Why are there people living in poverty? If you ask people this question, you may get a variety of responses. Every response may seem different, but research over the past 50 years suggests that there are some common themes across people’s responses to this question. That is, attitudes towards the causes of poverty and the people experiencing it tend to align with a set of poverty narratives that repeat over and over again. These attitudes are important because they affect how individuals think about and treat people in poverty individually. However, individual perceptions of why people are in poverty also help determine political behavior and policy that– ultimately–strongly impacts how many fellow citizens live on low incomes, as well as poverty levels across regions and population groups.      

What are some of these narratives? Let’s consider four: the individualistic narrative, the welfare narrative, the structural narrative, and the meritocracy narrative.  

People endorsing individualistic narratives believe that people living in poverty are more prone to personal failings, and that this is the ultimate cause of poverty. People living on low incomes may be less hard-working, have less intelligence, or have other negative attributes. In the 1970s, the sociologist Joe Feagin pioneered some of the research on poverty attributions and found that Americans were likely to endorse these individualistic narratives. For example, survey respondents often thought that the poor remained poor due to their “lack of effort and laziness”, or due to their having no interest in self-improvement.

This kickstarted plenty of follow-up work, which suggests that individualistic narratives and attributions are still widely held. For example, researchers found that respondents had more negative attitudes towards people living in poverty than towards the middle class, and often blamed them for their poverty.

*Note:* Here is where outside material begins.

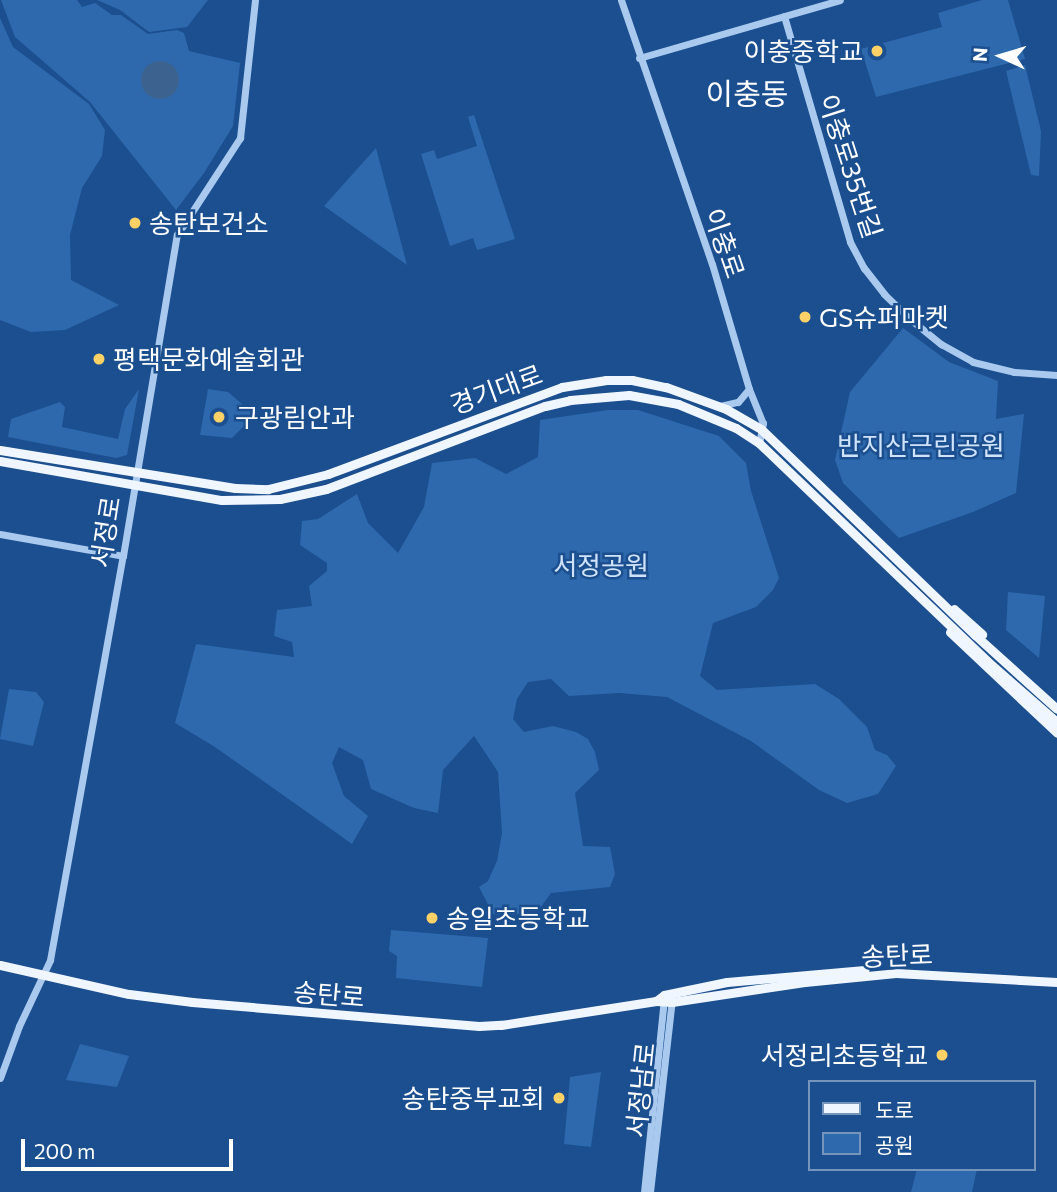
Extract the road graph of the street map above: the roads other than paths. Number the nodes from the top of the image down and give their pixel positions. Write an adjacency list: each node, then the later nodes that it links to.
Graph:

So what are structural narratives? Instead of blaming the person, structural narratives blame systems, institutions, or society as a whole for poverty. There’s been a fair amount of debate around whether this is just the reverse of individualistic narratives, but interestingly recent work suggests they are not. People may (and do) still believe that both systems and personal failings help explain poverty. As we will see later on, people often hold beliefs about poverty that may seem, at first glance, contradictory.

There are also welfare narratives. These are unfortunately an all-too-familiar trope, often used in the media to depict those with low-income as people who take advantage of public benefit programs for their own selfish gain. This view holds that, at best, such programs help people but disincentivize hard work; at worst, they attract fraud and are a waste of taxpayer money.

The last narratives we’ll cover are the meritocracy narratives. Respondents who endorse these narratives may believe that poverty is a result of not working hard enough, and that most people can succeed if they put in the effort. The latter is commonly referred to as the American Dream narrative.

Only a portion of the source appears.